Ann Otol Rhinol Laryngol. 2022 Aug;131(8):824-828. doi: 10.1177/00034894211045779. Epub 2021 Sep 11.
The frequency of metastasis to level VI lymph nodes in advanced pyriform sinus squamous cell carcinoma (PSSCC) is unknown. We intended to analyze the clinical features and pathological presence or absence of level VI lymph node metastasis in patients with PSSCC.
The data of 270 patients with previously untreated hypopharyngeal squamous cell carcinoma from 2006 to 2016 were obtained. Patients who underwent pharyngolaryngectomy for the pyriform sinus subsite with a curative intent with level VI dissection were included. We retrospectively analyzed the clinical Tumor-Node (TN) status (TNM classification of malignant tumors, eighth edition) and the presence or absence of pathological level VI lymph node metastasis.
A total of 34 patients were included. Eight patients (24%) had pathological level VI lymph node metastasis. The rate of pathological level VI lymph node metastasis was directly proportional to the clinical N status ( = .0002, Chi-square test for trend).
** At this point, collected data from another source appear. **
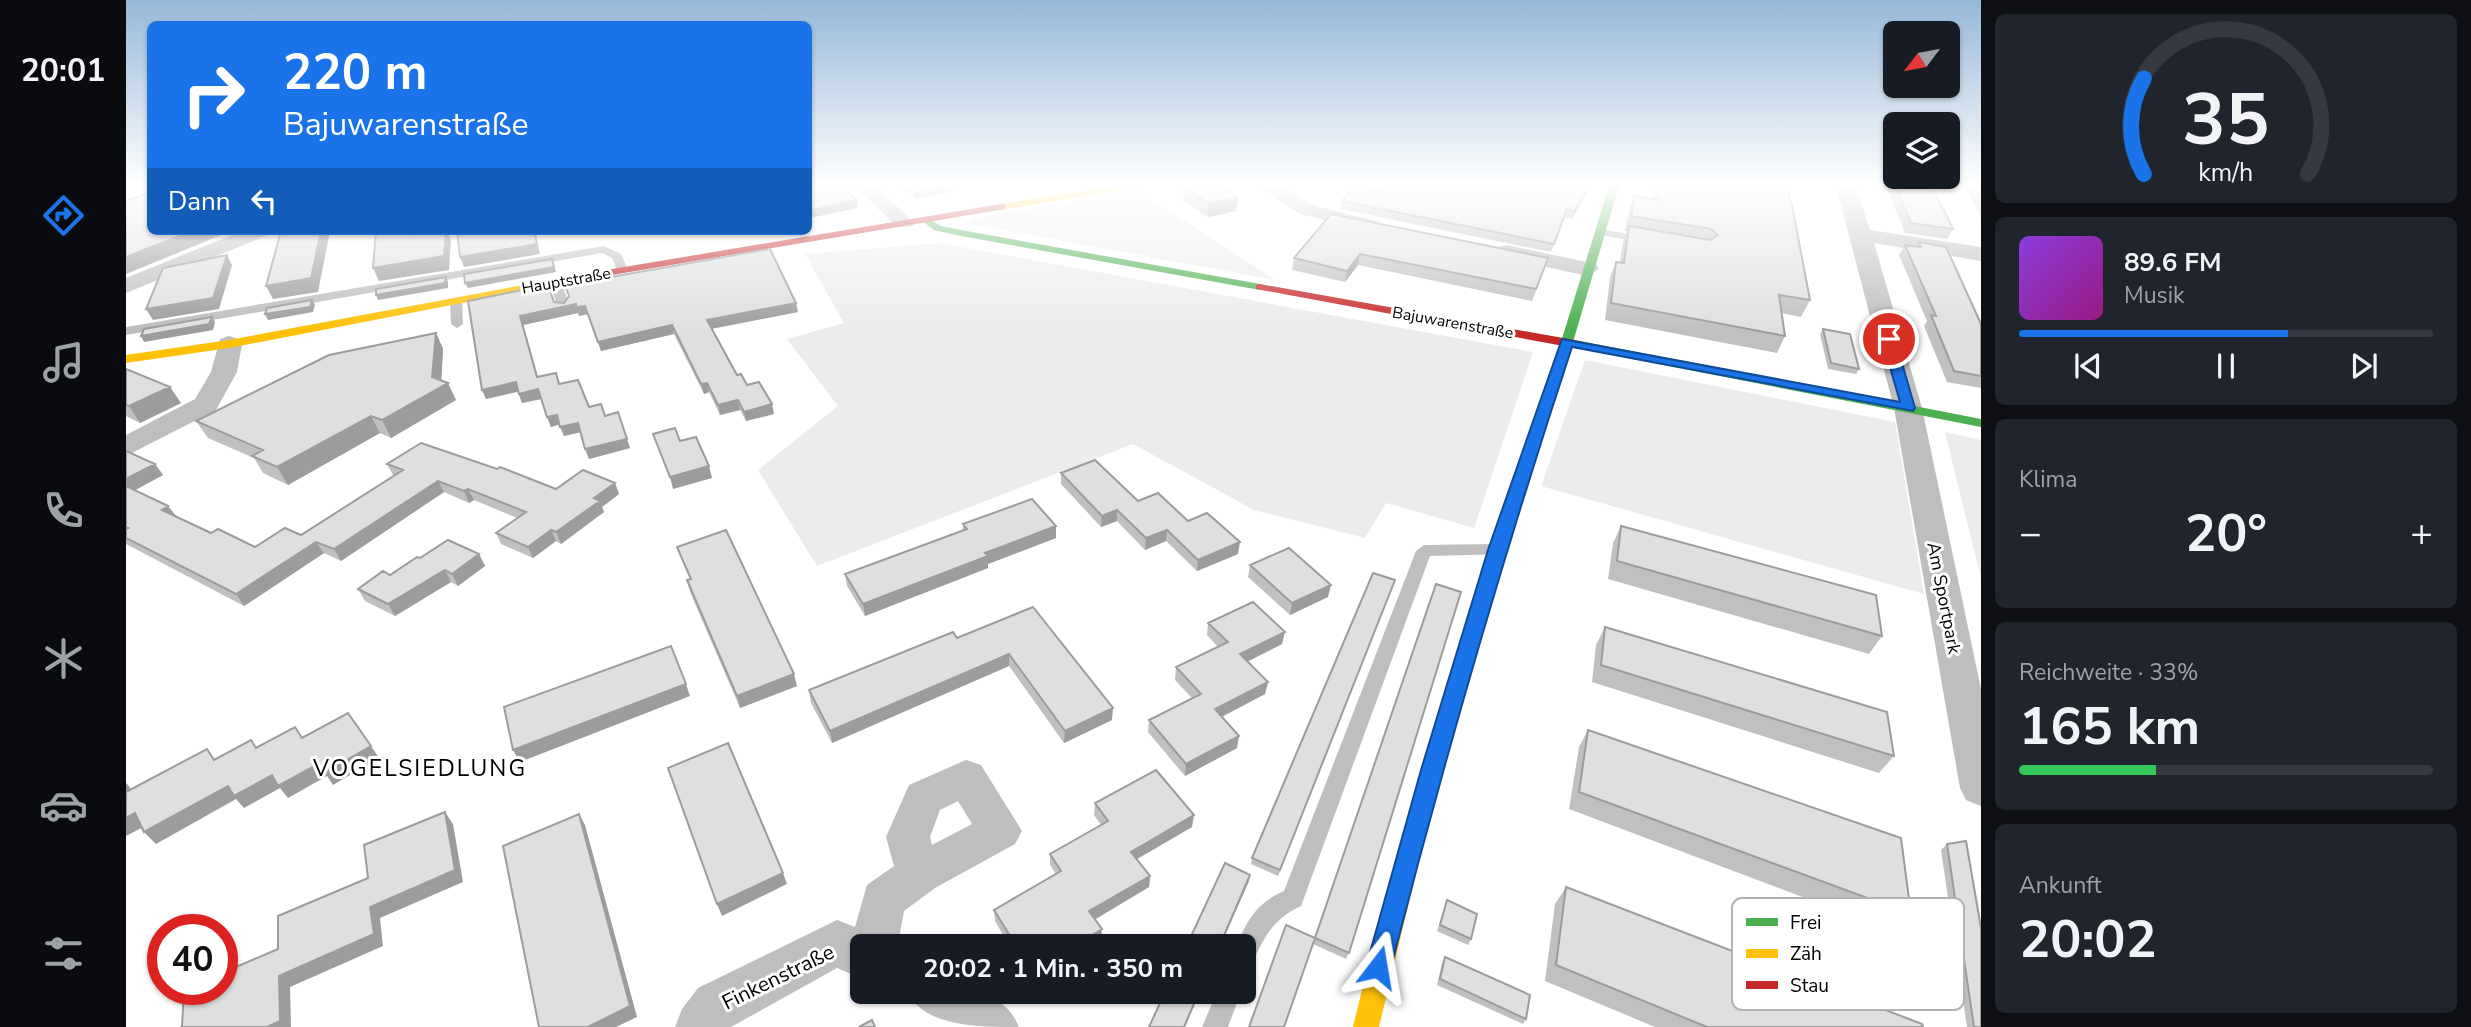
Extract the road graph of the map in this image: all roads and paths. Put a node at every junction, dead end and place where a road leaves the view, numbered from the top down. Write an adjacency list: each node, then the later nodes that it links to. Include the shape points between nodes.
1 (838, 234): 11 (street, Hauptstraße)
2 (966, 234): 18 (street, Bajuwarenstraße)
3 (1598, 234): 10 (street)
4 (1610, 234): 7 (lane)
5 (251, 235): 13 (street)
6 (1861, 235): 9 (street); 21 (street, Am Sportpark)
7 (1652, 241)
8 (1482, 247): 10 (street)
9 (1981, 254)
10 (1588, 268): 18 (street)
11 (622, 270): 12 (street, Hauptstraße); 17 (lane, via 617,256 604,249)
12 (556, 282): 14 (street, Hauptstraße); 15 (lane)
13 (126, 286)
14 (456, 300): 16 (lane); 19 (street, Hauptstraße)
15 (563, 306)
16 (457, 324)
17 (126, 331)
18 (1567, 342): 21 (street, Bajuwarenstraße); 24 (street)
19 (229, 344): 20 (street, Hauptstraße); 23 (street, via 224,372 206,404)
20 (126, 359)
21 (1908, 408): 22 (street, Bajuwarenstraße); 25 (street, Am Sportpark)
22 (1981, 424)
23 (126, 447)
24 (1497, 550): 28 (lane, via 1424,551 1293,898 1270,907); 35 (street, via 1419,813)
25 (1981, 788)
26 (919, 874): 27 (street, via 883,900)
27 (877, 934)
28 (1253, 934)
29 (850, 950): 32 (street, Finkenstraße, via 837,943 716,1006)
30 (953, 1004): 33 (street)
31 (1224, 1004): 34 (lane)
32 (700, 1027)
33 (994, 1027)
34 (1215, 1027)
35 (1366, 1027)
In all, 5 patients with cN2b- 3 were classified as cN3b. Ipsilateral pathological level VI lymph node metastasis was observed in 1 patient, and bilateral metastasis was observed in 3 patients. There was no association between clinical T status or pyriform sinus apex invasion and pathological level VI metastasis (both > .99, Fisher's exact test).
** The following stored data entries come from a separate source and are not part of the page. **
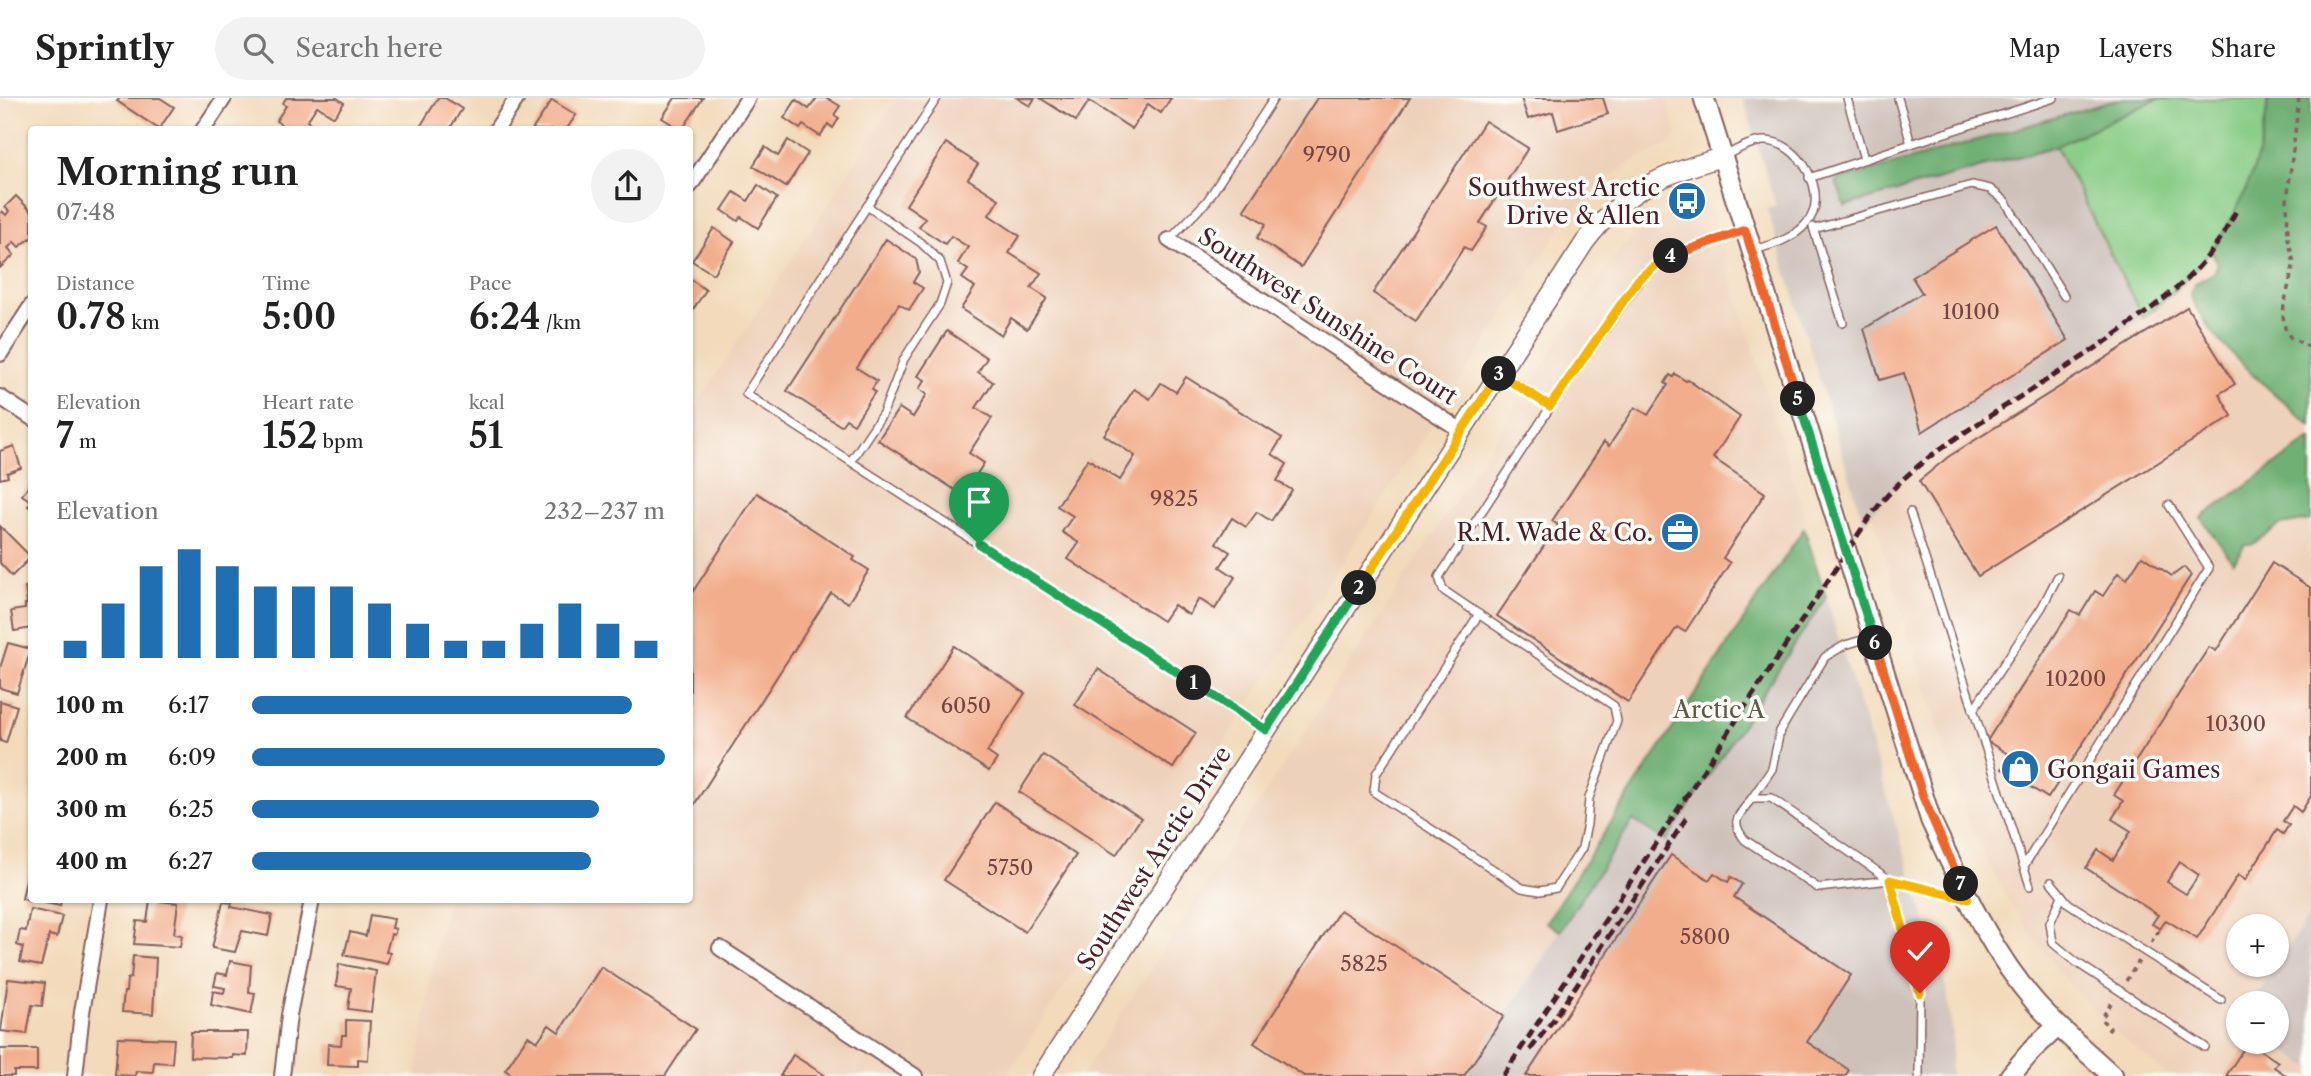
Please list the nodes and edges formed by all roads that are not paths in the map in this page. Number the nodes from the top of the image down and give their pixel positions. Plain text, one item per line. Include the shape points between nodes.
1 (224, 98) edge
2 (517, 98) edge
3 (748, 98) edge
4 (937, 98) edge
5 (1274, 98) edge
6 (1704, 98) edge
7 (1847, 98) edge
8 (1898, 98) edge
9 (2054, 98) edge
10 (206, 126) edge
11 (499, 126) edge
12 (1911, 144) junction
13 (1722, 157) junction
14 (1864, 159) junction
15 (1810, 178) junction
16 (693, 181) edge
17 (867, 206) junction
18 (1810, 218) junction
19 (1814, 229) junction
20 (1745, 230) junction
21 (1169, 240) joint
22 (1752, 250) junction
23 (2064, 296) dead end
24 (28, 311) edge
25 (1843, 323) dead end
26 (0, 354) edge
27 (1499, 373) junction
28 (0, 397) edge
29 (1550, 406) junction
30 (28, 415) edge
31 (1462, 431) junction
32 (851, 461) junction
33 (2169, 505) dead end
34 (1910, 512) dead end
35 (2058, 576) dead end
36 (1479, 614) junction
37 (1873, 637) junction
38 (1973, 710) junction
39 (1266, 730) junction
40 (1752, 797) junction
41 (2024, 866) junction
42 (1890, 880) junction
43 (2051, 882) dead end
44 (2030, 887) dead end
45 (2062, 896) junction
46 (1968, 899) junction
47 (101, 903) edge
48 (311, 903) edge
49 (720, 948) dead end
50 (2221, 1000) dead end
51 (2058, 1026) junction
52 (2205, 1048) dead end
53 (75, 1076) edge
54 (282, 1076) edge
55 (915, 1076) edge
56 (1041, 1076) edge
57 (1919, 1076) edge
58 (2010, 1076) edge
59 (2113, 1076) edge

1 - 10 street
2 - 11 street
3 - 16 street
4 - 17 lane
5 - 21 lane via 1207,201
6 - 13 main road
7 - 14 lane
8 - 12 lane
9 - 12 lane
12 - 14 lane
13 - 15 lane via 1751,144 1771,142 1793,152
13 - 20 main road
13 - 27 street, Southwest Arctic Drive via 1641,188 1602,220
14 - 15 lane
15 - 18 lane via 1815,198
17 - 32 lane via 930,251 940,261 947,283 940,304 904,359 883,413
17 - 32 lane via 746,394
18 - 19 lane
18 - 22 lane via 1788,237
19 - 23 lane via 1972,186 1990,189 2005,201
19 - 25 lane
20 - 22 main road
20 - 29 lane via 1662,260 1646,272
21 - 31 street, Southwest Sunshine Court
22 - 37 main road
24 - 26 street
27 - 29 lane
27 - 31 street, Southwest Arctic Drive
28 - 30 street
29 - 36 lane via 1439,577 1443,590
31 - 39 street, Southwest Arctic Drive
32 - 39 lane
33 - 41 lane via 2209,568
34 - 38 lane
35 - 38 lane
36 - 36 lane via 1614,706 1617,721 1588,798 1582,848 1556,888 1522,888 1374,792 1376,774
37 - 40 lane via 1825,657 1780,731 1772,769
37 - 46 main road via 1931,821
38 - 41 lane
39 - 56 street, Southwest Arctic Drive
40 - 42 lane via 1771,798
40 - 42 lane via 1736,820 1736,828 1745,840 1818,888
41 - 44 lane
42 - 46 lane
42 - 57 lane via 1920,993
43 - 45 lane
45 - 50 lane
45 - 52 lane via 2050,923 2053,943
46 - 51 main road via 1995,948
47 - 53 street
48 - 54 street
49 - 55 street
51 - 58 main road
51 - 59 main road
PSSCC with cN3b is prone to bilateral level VI metastasis. We recommend that patients with PSSCC with cN3b should undergo bilateral level VI lymph node dissection.
晚期梨状窝鳞状细胞癌(PSSCC)转移至 VI 水平淋巴结的频率尚不清楚。本研究旨在分析 PSSCC 患者 VI 水平淋巴结转移的临床特征和病理存在情况。
收集 2006 年至 2016 年间 270 例未经治疗的下咽鳞状细胞癌患者的数据。本研究纳入了行下咽根治性切除术且行 VI 水平淋巴结清扫术的梨状窝亚部位患者。我们回顾性分析了临床肿瘤-淋巴结(TN)分期(恶性肿瘤的第八版 TNM 分类)和病理 VI 水平淋巴结转移的存在情况。
共纳入 34 例患者。8 例(24%)患者存在病理 VI 水平淋巴结转移。病理 VI 水平淋巴结转移率与临床 N 分期直接相关( = .0002,趋势性 χ2 检验)。共有 5 例 cN2b-3 患者被归类为 cN3b。1 例患者同侧存在病理 VI 水平淋巴结转移,3 例患者双侧存在病理 VI 水平淋巴结转移。临床 T 分期或梨状窝尖部侵犯与病理 VI 转移无相关性(均 > .99,Fisher 确切检验)。
cN3b 的 PSSCC 易发生双侧 VI 水平转移。我们建议 cN3b 的 PSSCC 患者应行双侧 VI 水平淋巴结清扫术。